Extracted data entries
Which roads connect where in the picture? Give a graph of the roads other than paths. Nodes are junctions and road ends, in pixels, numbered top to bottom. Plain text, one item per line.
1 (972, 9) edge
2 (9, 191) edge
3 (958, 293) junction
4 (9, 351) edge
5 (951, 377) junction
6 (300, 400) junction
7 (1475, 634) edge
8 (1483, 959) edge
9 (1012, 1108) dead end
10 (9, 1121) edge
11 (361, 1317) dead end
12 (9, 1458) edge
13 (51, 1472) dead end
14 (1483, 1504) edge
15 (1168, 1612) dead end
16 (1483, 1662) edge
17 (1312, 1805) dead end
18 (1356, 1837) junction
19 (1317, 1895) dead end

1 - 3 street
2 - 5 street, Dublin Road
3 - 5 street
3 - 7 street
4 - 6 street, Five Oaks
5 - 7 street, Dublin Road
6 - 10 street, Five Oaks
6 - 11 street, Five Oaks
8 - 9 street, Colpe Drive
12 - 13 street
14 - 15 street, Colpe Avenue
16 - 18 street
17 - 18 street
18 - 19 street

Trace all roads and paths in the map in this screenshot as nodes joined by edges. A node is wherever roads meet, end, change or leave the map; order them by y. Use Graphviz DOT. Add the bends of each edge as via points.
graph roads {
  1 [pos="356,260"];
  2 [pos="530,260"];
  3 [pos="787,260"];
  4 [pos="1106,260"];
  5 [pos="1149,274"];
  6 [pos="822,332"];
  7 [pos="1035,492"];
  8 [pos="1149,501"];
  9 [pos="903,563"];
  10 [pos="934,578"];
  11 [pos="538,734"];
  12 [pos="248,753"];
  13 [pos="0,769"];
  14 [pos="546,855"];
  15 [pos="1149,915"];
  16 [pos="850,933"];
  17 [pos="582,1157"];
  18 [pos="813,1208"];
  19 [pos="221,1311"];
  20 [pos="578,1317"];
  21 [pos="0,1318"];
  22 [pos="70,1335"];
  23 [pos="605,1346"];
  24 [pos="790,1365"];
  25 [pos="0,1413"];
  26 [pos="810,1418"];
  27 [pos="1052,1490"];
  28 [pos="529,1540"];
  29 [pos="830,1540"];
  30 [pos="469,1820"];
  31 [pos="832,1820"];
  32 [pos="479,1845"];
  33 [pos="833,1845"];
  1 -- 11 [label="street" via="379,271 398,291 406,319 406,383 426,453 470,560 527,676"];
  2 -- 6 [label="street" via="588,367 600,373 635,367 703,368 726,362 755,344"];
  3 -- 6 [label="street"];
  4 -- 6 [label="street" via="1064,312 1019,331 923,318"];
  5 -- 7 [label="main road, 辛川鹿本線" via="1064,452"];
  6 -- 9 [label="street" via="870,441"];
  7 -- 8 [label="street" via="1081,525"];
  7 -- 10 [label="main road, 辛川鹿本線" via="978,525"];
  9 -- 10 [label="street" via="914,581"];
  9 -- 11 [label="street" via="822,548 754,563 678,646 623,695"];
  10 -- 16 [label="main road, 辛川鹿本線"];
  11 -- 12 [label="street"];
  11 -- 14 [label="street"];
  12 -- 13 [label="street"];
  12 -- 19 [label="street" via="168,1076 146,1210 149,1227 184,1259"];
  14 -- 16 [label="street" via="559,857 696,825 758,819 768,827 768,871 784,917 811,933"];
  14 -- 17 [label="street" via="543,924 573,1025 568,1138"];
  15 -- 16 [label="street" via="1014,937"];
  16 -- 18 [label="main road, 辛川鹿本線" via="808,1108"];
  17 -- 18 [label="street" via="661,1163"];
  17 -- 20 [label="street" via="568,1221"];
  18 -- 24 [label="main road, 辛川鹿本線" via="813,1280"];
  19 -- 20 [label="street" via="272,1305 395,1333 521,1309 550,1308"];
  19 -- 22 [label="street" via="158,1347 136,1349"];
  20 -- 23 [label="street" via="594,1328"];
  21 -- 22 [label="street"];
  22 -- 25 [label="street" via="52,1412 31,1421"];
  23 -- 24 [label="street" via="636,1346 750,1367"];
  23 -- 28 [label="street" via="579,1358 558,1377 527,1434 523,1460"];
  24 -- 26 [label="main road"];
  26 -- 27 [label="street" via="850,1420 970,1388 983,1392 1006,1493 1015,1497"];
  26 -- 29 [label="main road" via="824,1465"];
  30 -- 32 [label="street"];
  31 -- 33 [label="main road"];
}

Problem description: Word for word, write out all the lines shown above.

Completed exercise:
Which roads connect where in the picture? Give a graph of the roads other than paths. Nodes are junctions and road ends, in pixels, numbered top to bottom. Plain text, one item per line.
1 (972, 9) edge
2 (9, 191) edge
3 (958, 293) junction
4 (9, 351) edge
5 (951, 377) junction
6 (300, 400) junction
7 (1475, 634) edge
8 (1483, 959) edge
9 (1012, 1108) dead end
10 (9, 1121) edge
11 (361, 1317) dead end
12 (9, 1458) edge
13 (51, 1472) dead end
14 (1483, 1504) edge
15 (1168, 1612) dead end
16 (1483, 1662) edge
17 (1312, 1805) dead end
18 (1356, 1837) junction
19 (1317, 1895) dead end

1 - 3 street
2 - 5 street, Dublin Road
3 - 5 street
3 - 7 street
4 - 6 street, Five Oaks
5 - 7 street, Dublin Road
6 - 10 street, Five Oaks
6 - 11 street, Five Oaks
8 - 9 street, Colpe Drive
12 - 13 street
14 - 15 street, Colpe Avenue
16 - 18 street
17 - 18 street
18 - 19 street

Trace all roads and paths in the map in this screenshot as nodes joined by edges. A node is wherever roads meet, end, change or leave the map; order them by y. Use Graphviz DOT. Add the bends of each edge as via points.
graph roads {
  1 [pos="356,260"];
  2 [pos="530,260"];
  3 [pos="787,260"];
  4 [pos="1106,260"];
  5 [pos="1149,274"];
  6 [pos="822,332"];
  7 [pos="1035,492"];
  8 [pos="1149,501"];
  9 [pos="903,563"];
  10 [pos="934,578"];
  11 [pos="538,734"];
  12 [pos="248,753"];
  13 [pos="0,769"];
  14 [pos="546,855"];
  15 [pos="1149,915"];
  16 [pos="850,933"];
  17 [pos="582,1157"];
  18 [pos="813,1208"];
  19 [pos="221,1311"];
  20 [pos="578,1317"];
  21 [pos="0,1318"];
  22 [pos="70,1335"];
  23 [pos="605,1346"];
  24 [pos="790,1365"];
  25 [pos="0,1413"];
  26 [pos="810,1418"];
  27 [pos="1052,1490"];
  28 [pos="529,1540"];
  29 [pos="830,1540"];
  30 [pos="469,1820"];
  31 [pos="832,1820"];
  32 [pos="479,1845"];
  33 [pos="833,1845"];
  1 -- 11 [label="street" via="379,271 398,291 406,319 406,383 426,453 470,560 527,676"];
  2 -- 6 [label="street" via="588,367 600,373 635,367 703,368 726,362 755,344"];
  3 -- 6 [label="street"];
  4 -- 6 [label="street" via="1064,312 1019,331 923,318"];
  5 -- 7 [label="main road, 辛川鹿本線" via="1064,452"];
  6 -- 9 [label="street" via="870,441"];
  7 -- 8 [label="street" via="1081,525"];
  7 -- 10 [label="main road, 辛川鹿本線" via="978,525"];
  9 -- 10 [label="street" via="914,581"];
  9 -- 11 [label="street" via="822,548 754,563 678,646 623,695"];
  10 -- 16 [label="main road, 辛川鹿本線"];
  11 -- 12 [label="street"];
  11 -- 14 [label="street"];
  12 -- 13 [label="street"];
  12 -- 19 [label="street" via="168,1076 146,1210 149,1227 184,1259"];
  14 -- 16 [label="street" via="559,857 696,825 758,819 768,827 768,871 784,917 811,933"];
  14 -- 17 [label="street" via="543,924 573,1025 568,1138"];
  15 -- 16 [label="street" via="1014,937"];
  16 -- 18 [label="main road, 辛川鹿本線" via="808,1108"];
  17 -- 18 [label="street" via="661,1163"];
  17 -- 20 [label="street" via="568,1221"];
  18 -- 24 [label="main road, 辛川鹿本線" via="813,1280"];
  19 -- 20 [label="street" via="272,1305 395,1333 521,1309 550,1308"];
  19 -- 22 [label="street" via="158,1347 136,1349"];
  20 -- 23 [label="street" via="594,1328"];
  21 -- 22 [label="street"];
  22 -- 25 [label="street" via="52,1412 31,1421"];
  23 -- 24 [label="street" via="636,1346 750,1367"];
  23 -- 28 [label="street" via="579,1358 558,1377 527,1434 523,1460"];
  24 -- 26 [label="main road"];
  26 -- 27 [label="street" via="850,1420 970,1388 983,1392 1006,1493 1015,1497"];
  26 -- 29 [label="main road" via="824,1465"];
  30 -- 32 [label="street"];
  31 -- 33 [label="main road"];
}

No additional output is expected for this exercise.